15 とりあえず聞いてみます

 胡桃名は頭がクラクラしていた。

 大体においてせっかちな性分で、待つという行為が一番苦手だった。評判のラーメン屋に一時間並んで食べる奴らの気が知れなかった。それなら別のすぐ入れる店に行く。常に何かを進めていないと落ち着かない性格だった。 

 仕事でも何かに詰まったら、別のことをした。だから尚更何もすることがなくて待っているこの状況に苛立ちを感じた。こういう時こそゲームは格好の暇つぶしツールなのだが、今持っているのは『シャトファン』だけだし、ここから先にゲームを進めるわけにはいかない。待つしかないのだ。

 そういう時は得てして悪い展開ばかり考えてしまうものだ。そもそもサキはゲームをやるだろうか。自分が創っているゲームを家に持ち帰った時に、サキをサンプルプレイヤーにして遊ばせることはあったが、自らゲームを買ってきて遊んだのは見たことがなかった。携帯ゲーム機は持ってはいたが、専らビデオに録画した映画を転送して観るための再生機だった。そう考えると絶望的な気分になってきて、ますます頭がクラクラするのであった。

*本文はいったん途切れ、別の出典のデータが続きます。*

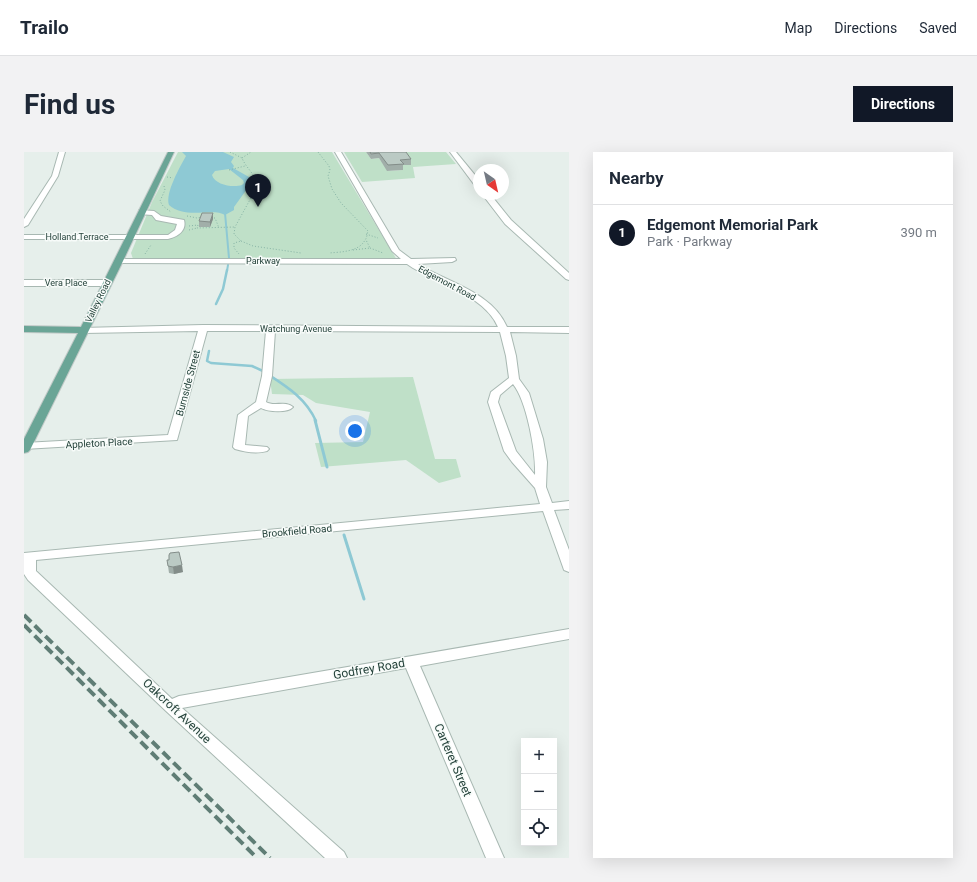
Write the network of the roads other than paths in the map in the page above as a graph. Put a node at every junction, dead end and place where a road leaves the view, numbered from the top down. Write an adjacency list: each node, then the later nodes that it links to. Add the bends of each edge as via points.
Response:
1 (62, 152): 8 (street, via 55,176)
2 (338, 152): 12 (street, Edgemont Road, via 392,244)
3 (453, 152): 5 (street)
4 (169, 153): 7 (main road, Valley Road)
5 (473, 177)
6 (491, 200): 14 (street, via 508,222)
7 (142, 212): 10 (main road, Valley Road); 10 (street, Holland Terrace, via 154,213 162,219 178,220 182,224 178,232 171,237)
8 (24, 225)
9 (24, 237): 10 (street, Holland Terrace)
10 (130, 237): 13 (main road, Valley Road)
11 (452, 260): 12 (street, Parkway)
12 (408, 261): 13 (street, Parkway); 21 (street, Edgemont Road, via 486,304)
13 (118, 262): 16 (main road, Valley Road)
14 (569, 277)
15 (24, 283): 16 (street, Vera Place)
16 (107, 283): 20 (main road, Valley Road)
17 (203, 328): 19 (street, Watchung Avenue); 20 (street, Watchung Avenue); 26 (street, Burnside Street)
18 (24, 329): 20 (main road, Watchung Avenue)
19 (271, 329): 21 (street, Watchung Avenue); 24 (street, via 267,374)
20 (84, 330): 27 (main road, Valley Road)
21 (504, 330): 22 (street, Watchung Avenue); 23 (street, Edgemont Road, via 514,369)
22 (569, 330)
23 (514, 380): 29 (street, Edgemont Road, via 524,394 538,436 543,467); 29 (street, Edgemont Road, via 495,394 493,402 510,451)
24 (261, 403): 25 (street, via 267,407); 28 (street, via 243,415 239,447)
25 (288, 407)
26 (173, 438): 27 (street, Appleton Place)
27 (25, 447)
28 (263, 450)
29 (540, 487): 31 (street, Edgemont Road)
30 (569, 505): 31 (street, Brookfield Road)
31 (547, 506): 32 (street, Brookfield Road); 33 (street, Edgemont Road)
32 (27, 557): 36 (street, Oakcroft Avenue, via 33,578)
33 (569, 568)
34 (569, 634): 35 (street, Godfrey Road)
35 (411, 662): 36 (street, Godfrey Road, via 188,700); 38 (street, Carteret Street)
36 (170, 706): 37 (street, Oakcroft Avenue)
37 (338, 858)
38 (495, 858)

 その時、サンテンドーターミナルがブルブルと振動した。通信を受信したランプが点いている。

「来た!」

 胡桃名はこれ以上ないスピードでボタンを操作し、写し鏡の間に入った。するとウインドウが開いてメッセージが表示された。


  バディ申請が届いています

   ▼いますぐ確認する

    後で確認する


 バディ申請? サキに送った申請の承認の知らせではなく、誰かからの申請が届いたというのだ。それなら楓馬かも知れない。わざわざ自分用のコマンドを残してエンディングを見せたぐらいだ。連絡手段としてバディルームを使っても不思議ではない。とにかく確認だ。

 《いますぐ確認する》を選ぶと相手のプロフィールが表示された。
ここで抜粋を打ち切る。